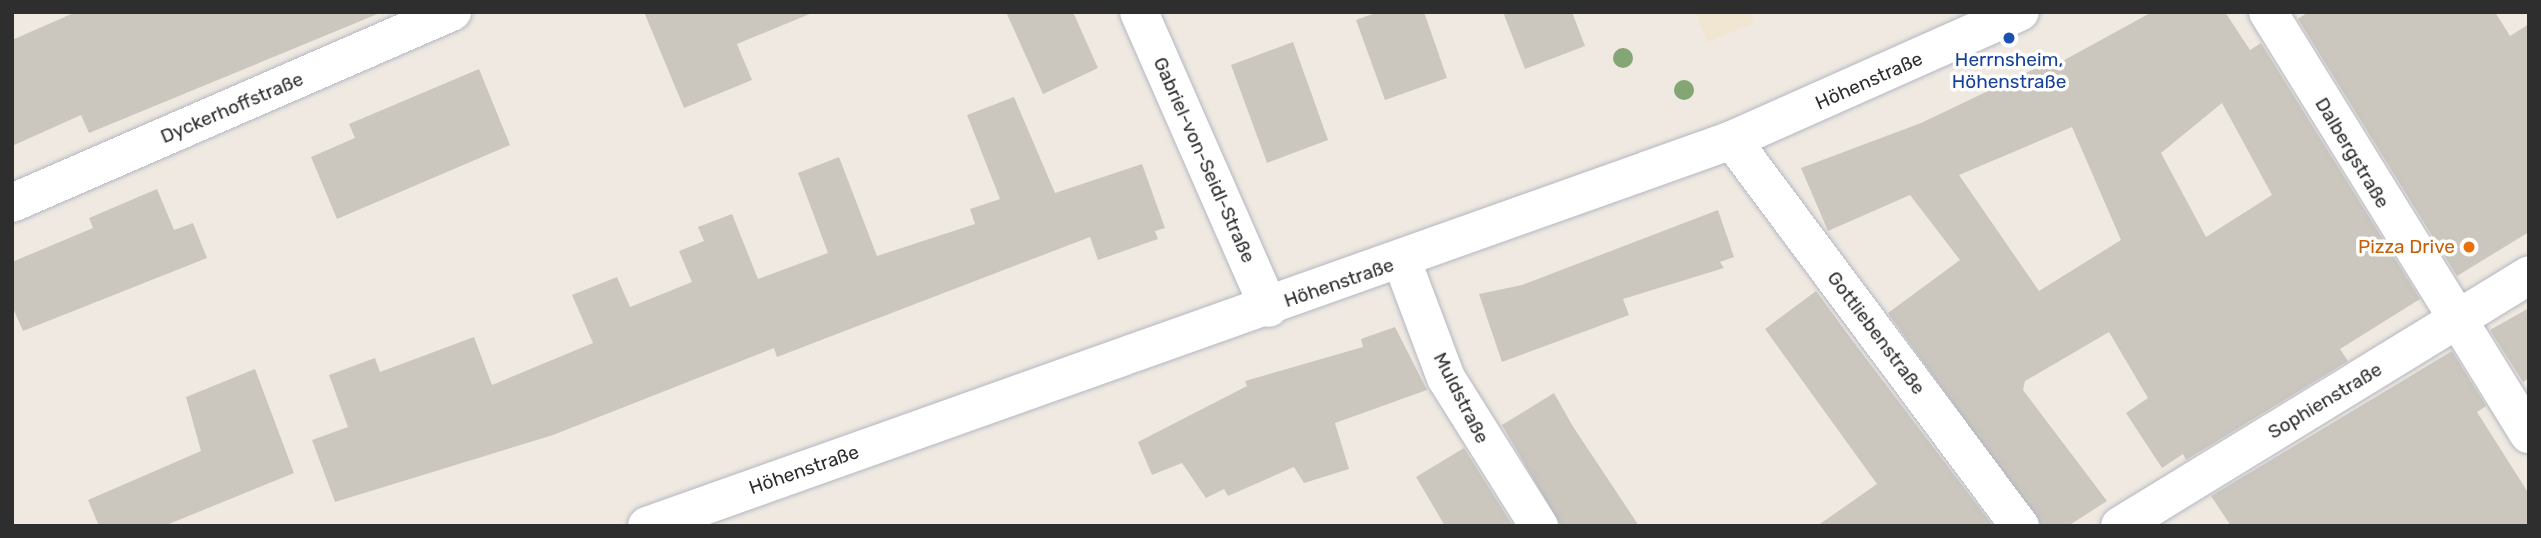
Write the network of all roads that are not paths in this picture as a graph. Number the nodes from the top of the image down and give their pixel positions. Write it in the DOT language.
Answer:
graph roads {
  1 [pos="453,12"];
  2 [pos="1139,12"];
  3 [pos="2020,12"];
  4 [pos="2268,12"];
  5 [pos="1732,140"];
  6 [pos="12,203"];
  7 [pos="1402,261"];
  8 [pos="2529,275"];
  9 [pos="1269,308"];
  10 [pos="2454,322"];
  11 [pos="2529,434"];
  12 [pos="647,526"];
  13 [pos="1539,526"];
  14 [pos="2020,526"];
  15 [pos="2120,526"];
  1 -- 6 [label="street, Dyckerhoffstraße"];
  2 -- 9 [label="street, Gabriel-von-Seidl-Straße"];
  3 -- 5 [label="street, Höhenstraße"];
  4 -- 10 [label="street, Dalbergstraße"];
  5 -- 7 [label="street, Höhenstraße"];
  5 -- 14 [label="street, Gottliebenstraße"];
  7 -- 9 [label="street, Höhenstraße"];
  7 -- 13 [label="street, Muldstraße"];
  8 -- 10 [label="street, Sophienstraße"];
  9 -- 12 [label="street, Höhenstraße"];
  10 -- 11 [label="street, Dalbergstraße"];
  10 -- 15 [label="street, Sophienstraße"];
}
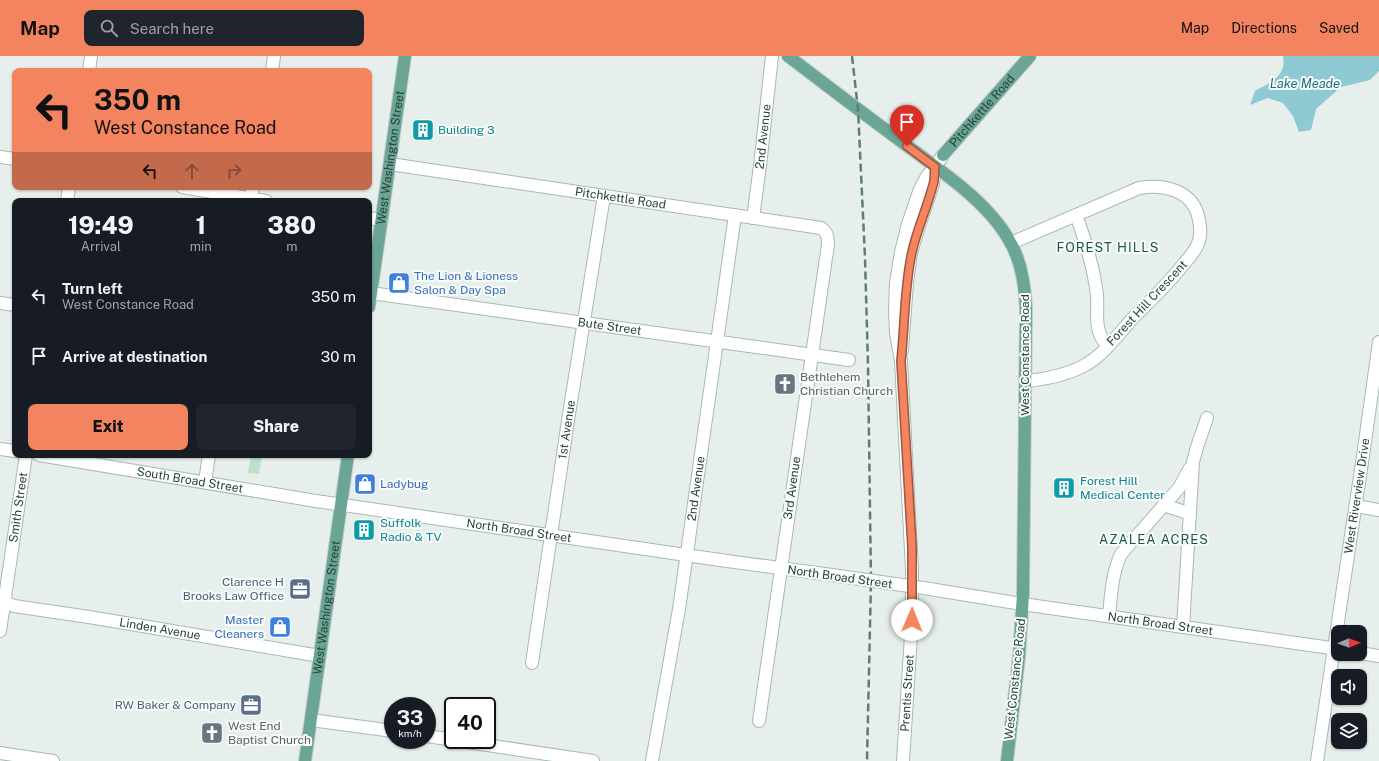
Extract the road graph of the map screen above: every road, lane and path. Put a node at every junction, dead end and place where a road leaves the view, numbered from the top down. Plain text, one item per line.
--------------------
▶ _Task directions_: Scan the data above and copy every line with "down" in it.

▶ _Expected answer_:
Write the network of all roads that are not paths in this picture as a graph. Number the nodes from the top of the image down and give their pixel positions. Write it in the DOT language.
Extract the road graph of the map screen above: every road, lane and path. Put a node at every junction, dead end and place where a road leaves the view, numbered from the top down. Plain text, one item per line.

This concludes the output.